Stainless steel should be familiar to all of us. In our lives, too many things are made of stainless steel. When shopping for household stainless steel products, we can often see a series of numbers before the word “stainless steel”. The most common numbers are 304 and 316. What do these numbers mean? Which one should we choose?
Stainless steel is not only not rusty
We all know that the main component of steel is iron. The chemical properties of iron are relatively active, and it is easy to chemically react with the surrounding things. The most common reaction is oxidation, where iron reacts with oxygen in the air, which is commonly known as rust.
Add some impurities (mainly chromium) to the steel to form stainless steel. But the ability of stainless steel is not only anti-rust, this can be seen from its full name: stainless and acid-resistant steel. Stainless steel is not only resistant to oxidation, but also resistant to acid corrosion.
All stainless steels are resistant to oxidation, but the types and proportions of impurities inside are different, and the ability to resist acid corrosion is also different (sometimes we see that the surface of some stainless steels is still rusty because it is corroded by acid). In order to distinguish the acid corrosion resistance of these stainless steels, people have specified different grades of stainless steel.
304 stainless steel and 316 stainless steel
304 and 316 are the more common stainless steel grades in our lives. We can simply understand it as: the larger the number, the stronger the acid corrosion resistance of stainless steel.

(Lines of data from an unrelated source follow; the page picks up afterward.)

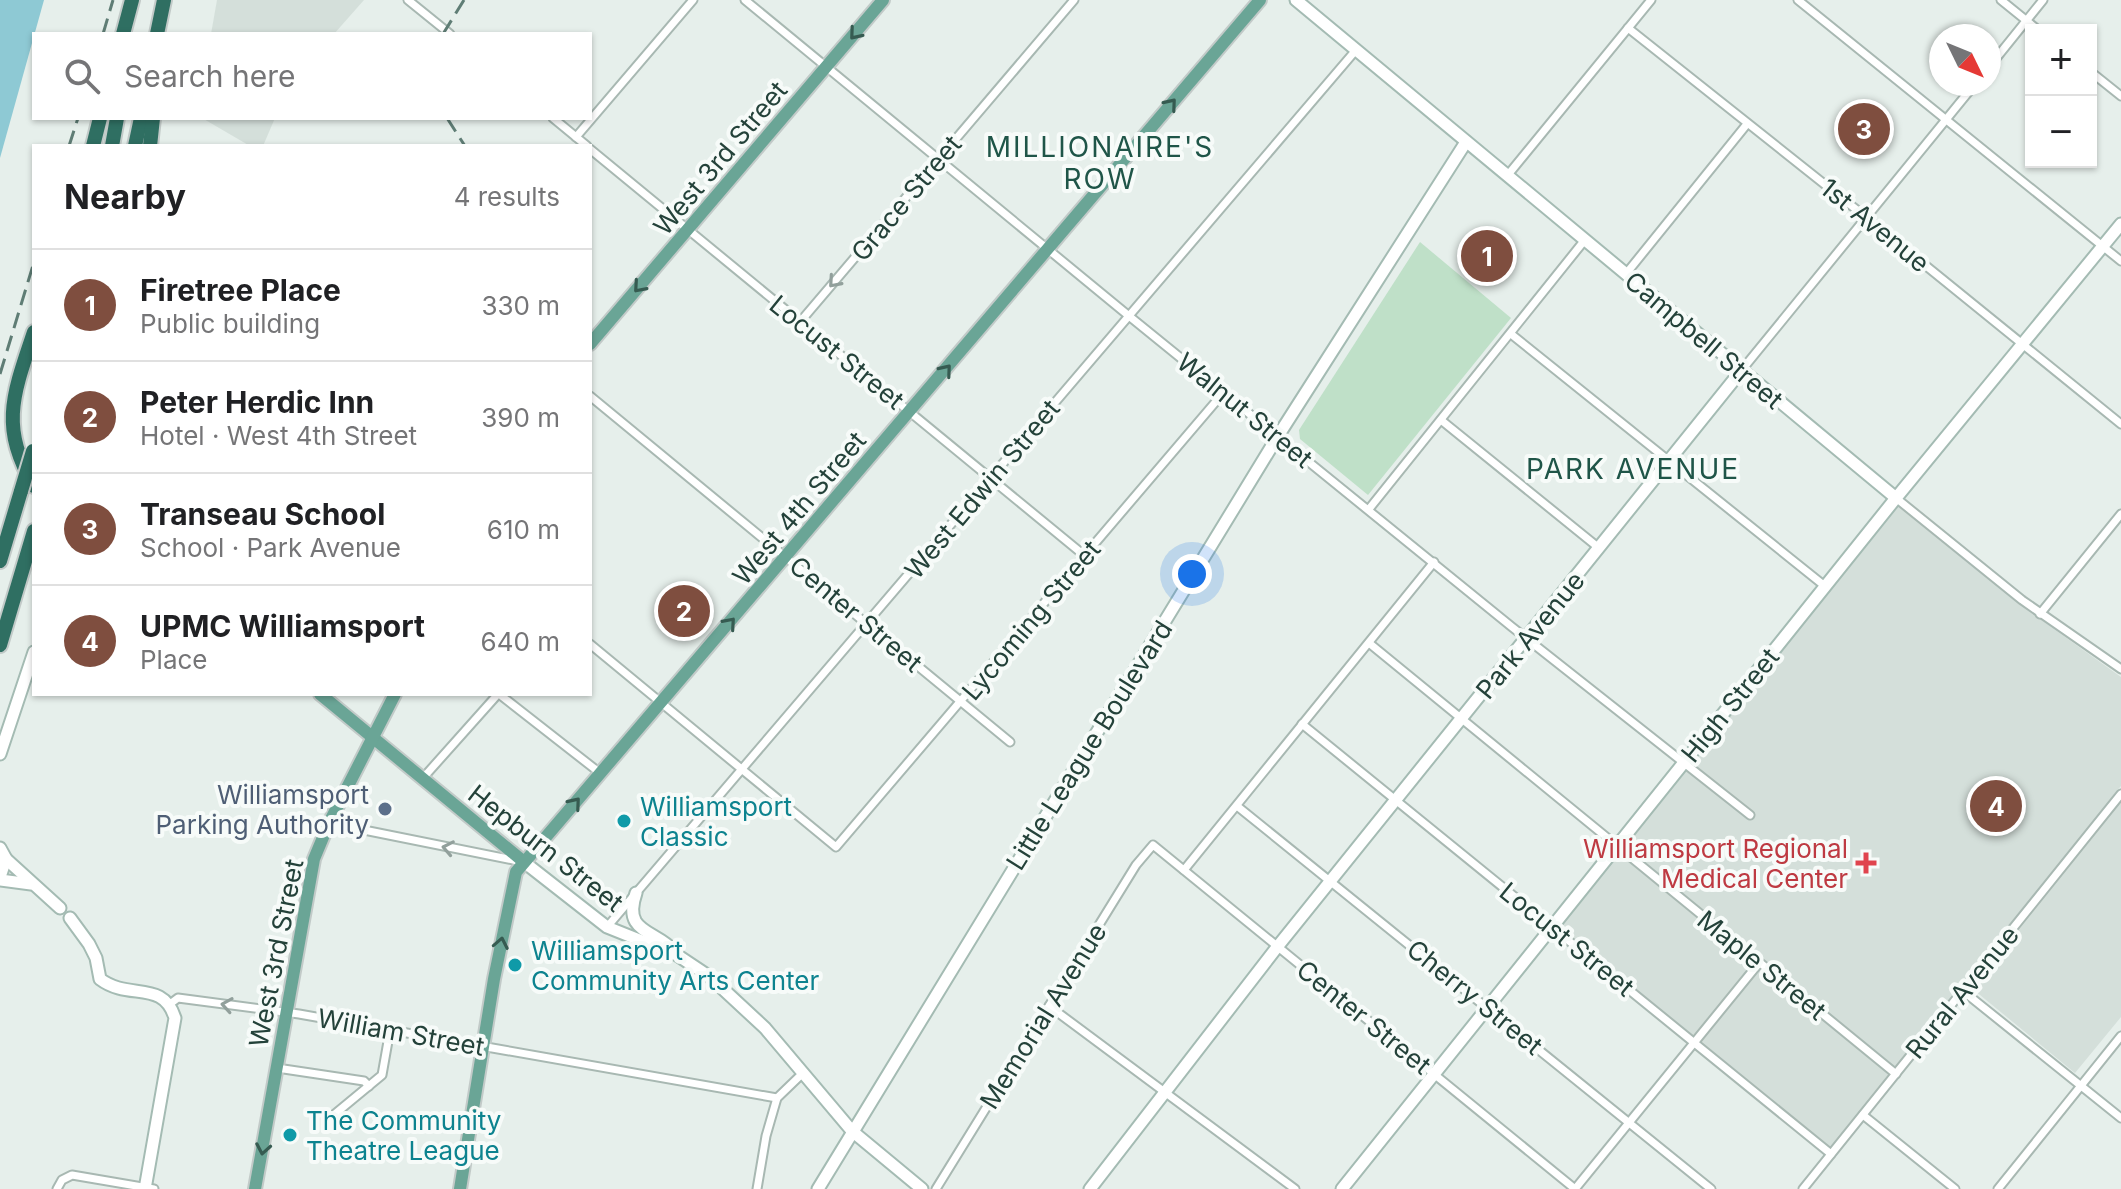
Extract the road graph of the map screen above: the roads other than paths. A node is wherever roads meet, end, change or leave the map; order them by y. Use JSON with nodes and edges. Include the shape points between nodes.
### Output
{"nodes":[{"id":1,"x":132,"y":0,"type":"edge"},
{"id":2,"x":140,"y":0,"type":"edge"},
{"id":3,"x":166,"y":0,"type":"edge"},
{"id":4,"x":408,"y":0,"type":"edge"},
{"id":5,"x":693,"y":0,"type":"edge"},
{"id":6,"x":745,"y":0,"type":"edge"},
{"id":7,"x":883,"y":0,"type":"edge"},
{"id":8,"x":1074,"y":0,"type":"edge"},
{"id":9,"x":1260,"y":0,"type":"edge"},
{"id":10,"x":1296,"y":0,"type":"edge"},
{"id":11,"x":1651,"y":0,"type":"edge"},
{"id":12,"x":1798,"y":0,"type":"edge"},
{"id":13,"x":2001,"y":0,"type":"edge"},
{"id":14,"x":2043,"y":0,"type":"edge"},
{"id":15,"x":2026,"y":21,"type":"junction"},
{"id":16,"x":2030,"y":24,"type":"edge"},
{"id":17,"x":1628,"y":28,"type":"junction"},
{"id":18,"x":124,"y":32,"type":"edge"},
{"id":19,"x":133,"y":32,"type":"edge"},
{"id":20,"x":158,"y":32,"type":"edge"},
{"id":21,"x":164,"y":32,"type":"edge"},
{"id":22,"x":448,"y":32,"type":"edge"},
{"id":23,"x":1356,"y":50,"type":"junction"},
{"id":24,"x":2001,"y":52,"type":"edge"},
{"id":25,"x":826,"y":68,"type":"junction"},
{"id":26,"x":2097,"y":77,"type":"edge"},
{"id":27,"x":1965,"y":96,"type":"edge"},
{"id":28,"x":2121,"y":96,"type":"edge"},
{"id":29,"x":592,"y":118,"type":"edge"},
{"id":30,"x":1946,"y":119,"type":"junction"},
{"id":31,"x":100,"y":120,"type":"edge"},
{"id":32,"x":117,"y":120,"type":"edge"},
{"id":33,"x":141,"y":120,"type":"edge"},
{"id":34,"x":153,"y":120,"type":"edge"},
{"id":35,"x":555,"y":120,"type":"edge"},
{"id":36,"x":591,"y":120,"type":"edge"},
{"id":37,"x":1747,"y":124,"type":"junction"},
{"id":38,"x":576,"y":137,"type":"junction"},
{"id":39,"x":1466,"y":142,"type":"junction"},
{"id":40,"x":94,"y":144,"type":"edge"},
{"id":41,"x":112,"y":144,"type":"edge"},
{"id":42,"x":135,"y":144,"type":"edge"},
{"id":43,"x":150,"y":144,"type":"edge"},
{"id":44,"x":584,"y":144,"type":"edge"},
{"id":45,"x":592,"y":150,"type":"edge"},
{"id":46,"x":939,"y":159,"type":"junction"},
{"id":47,"x":1507,"y":176,"type":"junction"},
{"id":48,"x":1867,"y":218,"type":"junction"},
{"id":49,"x":2121,"y":224,"type":"edge"},
{"id":50,"x":688,"y":230,"type":"junction"},
{"id":51,"x":1584,"y":241,"type":"junction"},
{"id":52,"x":2103,"y":246,"type":"junction"},
{"id":53,"x":1049,"y":249,"type":"junction"},
{"id":54,"x":2121,"y":261,"type":"edge"},
{"id":55,"x":1625,"y":275,"type":"junction"},
{"id":56,"x":1129,"y":316,"type":"junction"},
{"id":57,"x":800,"y":322,"type":"junction"},
{"id":58,"x":1511,"y":334,"type":"junction"},
{"id":59,"x":32,"y":338,"type":"edge"},
{"id":60,"x":592,"y":342,"type":"edge"},
{"id":61,"x":2023,"y":345,"type":"junction"},
{"id":62,"x":22,"y":366,"type":"junction"},
{"id":63,"x":1741,"y":371,"type":"junction"},
{"id":64,"x":1224,"y":392,"type":"junction"},
{"id":65,"x":592,"y":398,"type":"edge"},
{"id":66,"x":910,"y":412,"type":"junction"},
{"id":67,"x":1441,"y":420,"type":"junction"},
{"id":68,"x":2121,"y":424,"type":"edge"},
{"id":69,"x":1278,"y":436,"type":"junction"},
{"id":70,"x":32,"y":460,"type":"edge"},
{"id":71,"x":1668,"y":461,"type":"junction"},
{"id":72,"x":32,"y":472,"type":"edge"},
{"id":73,"x":991,"y":478,"type":"junction"},
{"id":74,"x":27,"y":489,"type":"edge"},
{"id":75,"x":1896,"y":498,"type":"junction"},
{"id":76,"x":1369,"y":509,"type":"junction"},
{"id":77,"x":2121,"y":514,"type":"edge"},
{"id":78,"x":32,"y":538,"type":"edge"},
{"id":79,"x":1599,"y":548,"type":"junction"},
{"id":80,"x":1085,"y":556,"type":"junction"},
{"id":81,"x":787,"y":557,"type":"junction"},
{"id":82,"x":0,"y":561,"type":"edge"},
{"id":83,"x":1434,"y":562,"type":"junction"},
{"id":84,"x":1826,"y":587,"type":"junction"},
{"id":85,"x":2040,"y":614,"type":"junction"},
{"id":86,"x":867,"y":623,"type":"junction"},
{"id":87,"x":1527,"y":638,"type":"junction"},
{"id":88,"x":1369,"y":643,"type":"junction"},
{"id":89,"x":0,"y":645,"type":"edge"},
{"id":90,"x":592,"y":646,"type":"edge"},
{"id":91,"x":32,"y":658,"type":"edge"},
{"id":92,"x":2121,"y":669,"type":"edge"},
{"id":93,"x":322,"y":696,"type":"edge"},
{"id":94,"x":394,"y":696,"type":"edge"},
{"id":95,"x":497,"y":696,"type":"edge"},
{"id":96,"x":502,"y":696,"type":"edge"},
{"id":97,"x":961,"y":701,"type":"junction"},
{"id":98,"x":661,"y":703,"type":"junction"},
{"id":99,"x":1462,"y":719,"type":"junction"},
{"id":100,"x":1302,"y":724,"type":"junction"},
{"id":101,"x":373,"y":737,"type":"junction"},
{"id":102,"x":1010,"y":742,"type":"dead end"},
{"id":103,"x":0,"y":754,"type":"edge"},
{"id":104,"x":1684,"y":763,"type":"junction"},
{"id":105,"x":742,"y":770,"type":"junction"},
{"id":106,"x":600,"y":773,"type":"junction"},
{"id":107,"x":423,"y":778,"type":"junction"},
{"id":108,"x":2121,"y":794,"type":"edge"},
{"id":109,"x":1396,"y":800,"type":"junction"},
{"id":110,"x":1237,"y":806,"type":"junction"},
{"id":111,"x":1750,"y":815,"type":"dead end"},
{"id":112,"x":329,"y":823,"type":"junction"},
{"id":113,"x":1153,"y":845,"type":"joint"},
{"id":114,"x":1617,"y":847,"type":"junction"},
{"id":115,"x":3,"y":854,"type":"edge"},
{"id":116,"x":524,"y":862,"type":"junction"},
{"id":117,"x":1184,"y":870,"type":"junction"},
{"id":118,"x":0,"y":879,"type":"edge"},
{"id":119,"x":1331,"y":880,"type":"junction"},
{"id":120,"x":35,"y":885,"type":"junction"},
{"id":121,"x":636,"y":893,"type":"junction"},
{"id":122,"x":60,"y":908,"type":"joint"},
{"id":123,"x":70,"y":918,"type":"joint"},
{"id":124,"x":607,"y":927,"type":"junction"},
{"id":125,"x":1553,"y":928,"type":"junction"},
{"id":126,"x":1278,"y":946,"type":"junction"},
{"id":127,"x":677,"y":955,"type":"junction"},
{"id":128,"x":1759,"y":963,"type":"junction"},
{"id":129,"x":1963,"y":991,"type":"junction"},
{"id":130,"x":170,"y":1004,"type":"junction"},
{"id":131,"x":1049,"y":1006,"type":"junction"},
{"id":132,"x":1488,"y":1008,"type":"junction"},
{"id":133,"x":285,"y":1013,"type":"junction"},
{"id":134,"x":390,"y":1030,"type":"junction"},
{"id":135,"x":2121,"y":1036,"type":"edge"},
{"id":136,"x":1696,"y":1043,"type":"junction"},
{"id":137,"x":483,"y":1047,"type":"junction"},
{"id":138,"x":277,"y":1068,"type":"junction"},
{"id":139,"x":804,"y":1072,"type":"junction"},
{"id":140,"x":1434,"y":1074,"type":"junction"},
{"id":141,"x":1896,"y":1074,"type":"junction"},
{"id":142,"x":369,"y":1086,"type":"junction"},
{"id":143,"x":2081,"y":1086,"type":"junction"},
{"id":144,"x":1165,"y":1092,"type":"junction"},
{"id":145,"x":777,"y":1098,"type":"junction"},
{"id":146,"x":1863,"y":1115,"type":"junction"},
{"id":147,"x":330,"y":1118,"type":"dead end"},
{"id":148,"x":2121,"y":1118,"type":"edge"},
{"id":149,"x":1630,"y":1123,"type":"junction"},
{"id":150,"x":852,"y":1131,"type":"junction"},
{"id":151,"x":1831,"y":1154,"type":"junction"},
{"id":152,"x":148,"y":1188,"type":"edge"},
{"id":153,"x":57,"y":1189,"type":"edge"},
{"id":154,"x":255,"y":1189,"type":"edge"},
{"id":155,"x":460,"y":1189,"type":"edge"},
{"id":156,"x":757,"y":1189,"type":"edge"},
{"id":157,"x":818,"y":1189,"type":"edge"},
{"id":158,"x":922,"y":1189,"type":"edge"},
{"id":159,"x":936,"y":1189,"type":"edge"},
{"id":160,"x":1090,"y":1189,"type":"edge"},
{"id":161,"x":1295,"y":1189,"type":"edge"},
{"id":162,"x":1342,"y":1189,"type":"edge"},
{"id":163,"x":1575,"y":1189,"type":"edge"},
{"id":164,"x":1711,"y":1189,"type":"edge"},
{"id":165,"x":1803,"y":1189,"type":"edge"},
{"id":166,"x":1955,"y":1189,"type":"edge"},
{"id":167,"x":1998,"y":1189,"type":"edge"}],
"edges":[{"from":1,"to":18,"type":"highway"},
{"from":2,"to":19,"type":"highway"},
{"from":3,"to":20,"type":"highway"},
{"from":3,"to":21,"type":"highway"},
{"from":4,"to":22,"type":"street"},
{"from":5,"to":29,"type":"street"},
{"from":6,"to":25,"type":"street","name":"Walnut Street"},
{"from":7,"to":25,"type":"main road","name":"West 3rd Street","one_way":true},
{"from":8,"to":46,"type":"street","name":"Grace Street"},
{"from":53,"to":9,"type":"main road","name":"West 4th Street","one_way":true},
{"from":10,"to":23,"type":"street","name":"Campbell Street"},
{"from":11,"to":17,"type":"street"},
{"from":12,"to":30,"type":"street"},
{"from":13,"to":15,"type":"street"},
{"from":14,"to":15,"type":"street"},
{"from":15,"to":16,"type":"street"},
{"from":15,"to":24,"type":"street"},
{"from":17,"to":37,"type":"street","name":"1st Avenue"},
{"from":17,"to":47,"type":"street"},
{"from":23,"to":39,"type":"street","name":"Campbell Street"},
{"from":23,"to":56,"type":"street","name":"West Edwin Street"},
{"from":25,"to":46,"type":"street","name":"Walnut Street"},
{"from":25,"to":50,"type":"main road","name":"West 3rd Street"},
{"from":26,"to":28,"type":"street"},
{"from":27,"to":30,"type":"street","name":"Park Avenue"},
{"from":30,"to":48,"type":"street","name":"Park Avenue"},
{"from":30,"to":52,"type":"street"},
{"from":31,"to":40,"type":"highway"},
{"from":32,"to":41,"type":"highway"},
{"from":33,"to":42,"type":"highway"},
{"from":34,"to":43,"type":"highway"},
{"from":35,"to":38,"type":"street","name":"Locust Street"},
{"from":36,"to":38,"type":"street"},
{"from":37,"to":48,"type":"street","name":"1st Avenue"},
{"from":37,"to":55,"type":"street"},
{"from":38,"to":44,"type":"street","name":"Locust Street"},
{"from":39,"to":47,"type":"street","name":"Campbell Street"},
{"from":39,"to":69,"type":"street","name":"Little League Boulevard"},
{"from":45,"to":50,"type":"street","name":"Locust Street"},
{"from":46,"to":53,"type":"street","name":"Walnut Street"},
{"from":46,"to":57,"type":"street","name":"Grace Street","one_way":true},
{"from":47,"to":51,"type":"street","name":"Campbell Street"},
{"from":48,"to":61,"type":"street","name":"1st Avenue"},
{"from":48,"to":63,"type":"street","name":"Park Avenue"},
{"from":49,"to":52,"type":"street","name":"High Street"},
{"from":50,"to":57,"type":"street","name":"Locust Street"},
{"from":50,"to":60,"type":"main road","name":"West 3rd Street","one_way":true},
{"from":51,"to":55,"type":"street","name":"Campbell Street"},
{"from":51,"to":58,"type":"street"},
{"from":52,"to":54,"type":"street"},
{"from":52,"to":61,"type":"street","name":"High Street"},
{"from":53,"to":56,"type":"street","name":"Walnut Street"},
{"from":66,"to":53,"type":"main road","name":"West 4th Street","one_way":true},
{"from":55,"to":63,"type":"street","name":"Campbell Street"},
{"from":56,"to":64,"type":"street","name":"Walnut Street"},
{"from":56,"to":73,"type":"street","name":"West Edwin Street"},
{"from":57,"to":66,"type":"street","name":"Locust Street"},
{"from":58,"to":67,"type":"street"},
{"from":58,"to":71,"type":"street"},
{"from":59,"to":62,"type":"highway"},
{"from":61,"to":68,"type":"street","name":"1st Avenue"},
{"from":61,"to":75,"type":"street","name":"High Street"},
{"from":62,"to":72,"type":"highway","via":[[11,432],[17,453]]},
{"from":62,"to":74,"type":"highway","via":[[6,403],[3,433]]},
{"from":63,"to":71,"type":"street","name":"Park Avenue"},
{"from":63,"to":75,"type":"street","name":"Campbell Street"},
{"from":64,"to":69,"type":"street","name":"Walnut Street"},
{"from":64,"to":80,"type":"street","name":"Lycoming Street"},
{"from":65,"to":81,"type":"street","name":"Center Street"},
{"from":66,"to":73,"type":"street","name":"Locust Street"},
{"from":66,"to":81,"type":"main road","name":"West 4th Street"},
{"from":67,"to":76,"type":"street"},
{"from":67,"to":79,"type":"street"},
{"from":69,"to":76,"type":"street","name":"Walnut Street"},
{"from":69,"to":150,"type":"street","name":"Little League Boulevard"},
{"from":70,"to":74,"type":"highway","bridge":true},
{"from":71,"to":79,"type":"street","name":"Park Avenue"},
{"from":71,"to":84,"type":"street"},
{"from":73,"to":80,"type":"street","name":"Locust Street"},
{"from":73,"to":86,"type":"street","name":"West Edwin Street"},
{"from":74,"to":82,"type":"highway"},
{"from":75,"to":84,"type":"street","name":"High Street"},
{"from":75,"to":85,"type":"street","name":"Campbell Street"},
{"from":76,"to":83,"type":"street","name":"Walnut Street"},
{"from":77,"to":85,"type":"street"},
{"from":78,"to":89,"type":"highway"},
{"from":79,"to":87,"type":"street","name":"Park Avenue"},
{"from":80,"to":97,"type":"street","name":"Lycoming Street"},
{"from":81,"to":86,"type":"street","name":"Center Street"},
{"from":98,"to":81,"type":"main road","name":"West 4th Street","one_way":true},
{"from":83,"to":87,"type":"street","name":"Walnut Street"},
{"from":83,"to":88,"type":"street"},
{"from":84,"to":104,"type":"street","name":"High Street"},
{"from":85,"to":92,"type":"street","name":"Campbell Street"},
{"from":86,"to":97,"type":"street","name":"Center Street"},
{"from":86,"to":105,"type":"street","name":"West Edwin Street"},
{"from":87,"to":99,"type":"street","name":"Park Avenue"},
{"from":87,"to":104,"type":"street","name":"Walnut Street"},
{"from":88,"to":99,"type":"street","name":"Maple Street"},
{"from":88,"to":100,"type":"street"},
{"from":90,"to":98,"type":"street"},
{"from":91,"to":103,"type":"street"},
{"from":93,"to":101,"type":"main road","name":"Hepburn Street"},
{"from":94,"to":101,"type":"main road","name":"West 3rd Street"},
{"from":95,"to":107,"type":"street"},
{"from":96,"to":106,"type":"street"},
{"from":97,"to":102,"type":"street","name":"Center Street"},
{"from":97,"to":105,"type":"street","name":"Lycoming Street","via":[[836,847]]},
{"from":98,"to":105,"type":"street"},
{"from":98,"to":106,"type":"main road","name":"West 4th Street"},
{"from":99,"to":109,"type":"street","name":"Park Avenue"},
{"from":99,"to":114,"type":"street","name":"Maple Street"},
{"from":100,"to":109,"type":"street","name":"Locust Street"},
{"from":100,"to":110,"type":"street"},
{"from":101,"to":107,"type":"main road","name":"Hepburn Street"},
{"from":101,"to":112,"type":"main road","name":"West 3rd Street"},
{"from":104,"to":111,"type":"street","name":"Walnut Street"},
{"from":104,"to":114,"type":"street","name":"High Street"},
{"from":105,"to":121,"type":"street","name":"West Edwin Street"},
{"from":116,"to":106,"type":"main road","name":"West 4th Street","one_way":true},
{"from":107,"to":116,"type":"main road","name":"Hepburn Street"},
{"from":108,"to":129,"type":"street","name":"Rural Avenue"},
{"from":109,"to":119,"type":"street","name":"Park Avenue"},
{"from":109,"to":125,"type":"street","name":"Locust Street"},
{"from":110,"to":117,"type":"street"},
{"from":110,"to":119,"type":"street","name":"Cherry Street"},
{"from":116,"to":112,"type":"street","one_way":true},
{"from":112,"to":133,"type":"main road","name":"West 3rd Street","via":[[311,873]]},
{"from":113,"to":117,"type":"street","name":"Center Street"},
{"from":113,"to":131,"type":"street","name":"Memorial Avenue"},
{"from":114,"to":125,"type":"street","name":"High Street"},
{"from":114,"to":128,"type":"street","name":"Maple Street"},
{"from":115,"to":118,"type":"street"},
{"from":115,"to":120,"type":"street","name":"William Street"},
{"from":116,"to":124,"type":"street","name":"Hepburn Street"},
{"from":137,"to":116,"type":"main road","name":"West 4th Street","one_way":true,"via":[[512,886]]},
{"from":117,"to":126,"type":"street","name":"Center Street"},
{"from":118,"to":120,"type":"street"},
{"from":119,"to":126,"type":"street","name":"Park Avenue"},
{"from":119,"to":132,"type":"street","name":"Cherry Street"},
{"from":120,"to":122,"type":"street","name":"William Street"},
{"from":121,"to":124,"type":"street","name":"West Edwin Street"},
{"from":121,"to":127,"type":"street","via":[[634,921],[665,940]]},
{"from":122,"to":123,"type":"street","name":"William Street"},
{"from":123,"to":130,"type":"street","name":"William Street","via":[[96,958],[100,979],[128,992],[155,994]]},
{"from":124,"to":127,"type":"street","name":"Hepburn Street"},
{"from":125,"to":132,"type":"street","name":"High Street"},
{"from":125,"to":136,"type":"street","name":"Locust Street"},
{"from":126,"to":140,"type":"street","name":"Center Street"},
{"from":126,"to":144,"type":"street","name":"Park Avenue"},
{"from":127,"to":139,"type":"street","name":"Hepburn Street","via":[[732,996]]},
{"from":128,"to":136,"type":"street"},
{"from":128,"to":141,"type":"street","name":"Maple Street"},
{"from":129,"to":141,"type":"street","name":"Rural Avenue"},
{"from":129,"to":143,"type":"street"},
{"from":133,"to":130,"type":"street","name":"William Street","one_way":true,"via":[[178,998]]},
{"from":130,"to":152,"type":"street","via":[[175,1018]]},
{"from":131,"to":144,"type":"street"},
{"from":131,"to":159,"type":"street","name":"Memorial Avenue"},
{"from":132,"to":140,"type":"street","name":"High Street"},
{"from":132,"to":149,"type":"street","name":"Cherry Street"},
{"from":133,"to":134,"type":"street","name":"William Street"},
{"from":133,"to":138,"type":"main road","name":"West 3rd Street"},
{"from":134,"to":137,"type":"street","name":"William Street"},
{"from":134,"to":142,"type":"street","via":[[382,1075]]},
{"from":135,"to":143,"type":"street"},
{"from":136,"to":149,"type":"street"},
{"from":136,"to":151,"type":"street","name":"Locust Street"},
{"from":137,"to":145,"type":"street","name":"William Street"},
{"from":137,"to":155,"type":"main road","name":"West 4th Street"},
{"from":138,"to":142,"type":"street"},
{"from":138,"to":154,"type":"main road","name":"West 3rd Street","one_way":true},
{"from":139,"to":145,"type":"street"},
{"from":139,"to":150,"type":"street","name":"Hepburn Street"},
{"from":140,"to":162,"type":"street","name":"High Street"},
{"from":140,"to":163,"type":"street","name":"Center Street"},
{"from":141,"to":146,"type":"street","name":"Rural Avenue"},
{"from":142,"to":147,"type":"street"},
{"from":143,"to":148,"type":"street"},
{"from":143,"to":167,"type":"street"},
{"from":144,"to":160,"type":"street","name":"Park Avenue"},
{"from":144,"to":161,"type":"street"},
{"from":145,"to":156,"type":"street"},
{"from":146,"to":151,"type":"street","name":"Rural Avenue"},
{"from":146,"to":166,"type":"street"},
{"from":149,"to":163,"type":"street"},
{"from":149,"to":164,"type":"street","name":"Cherry Street"},
{"from":150,"to":157,"type":"street","name":"Little League Boulevard"},
{"from":150,"to":158,"type":"street","name":"Hepburn Street"},
{"from":151,"to":165,"type":"street","name":"Rural Avenue"},
{"from":152,"to":153,"type":"street","via":[[72,1175]]}]}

There are stainless steels that are less resistant to acid corrosion than 304 stainless steel, but those stainless steels cannot meet food contact requirements. Common daily foods may corrode stainless steel. It is not good for stainless steel, and it is even worse for the human body. For example, stainless steel railings use 201 stainless steel.
There are also stainless steels that are more resistant to acid corrosion than 316 stainless steel, but the cost of those stainless steels is too high. Things that can corrode them are hard to see in life, so we don’t need to invest too much in this aspect.
Food grade stainless steel
First of all, in the standard, it is not specified which grade of stainless steel is food grade stainless steel. In the “National Food Safety Standard Stainless Steel Products (GB 9684-2011)”, a series of corrosion resistance requirements for food contact stainless steel are specified.
Later, after comparing these requirements, people found that the minimum standard of stainless steel that can meet these requirements is 304 stainless steel. So there is the saying that “304 stainless steel is food grade stainless steel”. However, everyone should be able to understand here that this statement is not accurate. If 304 can be in contact with food, then 316 stainless steel, which is more resistant to acid and corrosion than 304 stainless steel, can naturally be-better than 316 stainless steel. They can naturally be used for food contact.
So there is the ultimate question: Should I choose the cheaper 304 for household use or the higher price 316?
For stainless steel in general locations, such as faucets, sinks, racks, etc., 304 stainless steel is sufficient. For some stainless steels that are in close contact with food, especially with a variety of foods, such as tableware, water cups, etc., you can choose 316 stainless steel-304 stainless steel contact with dairy products, carbonated drinks, etc., will still be corroded.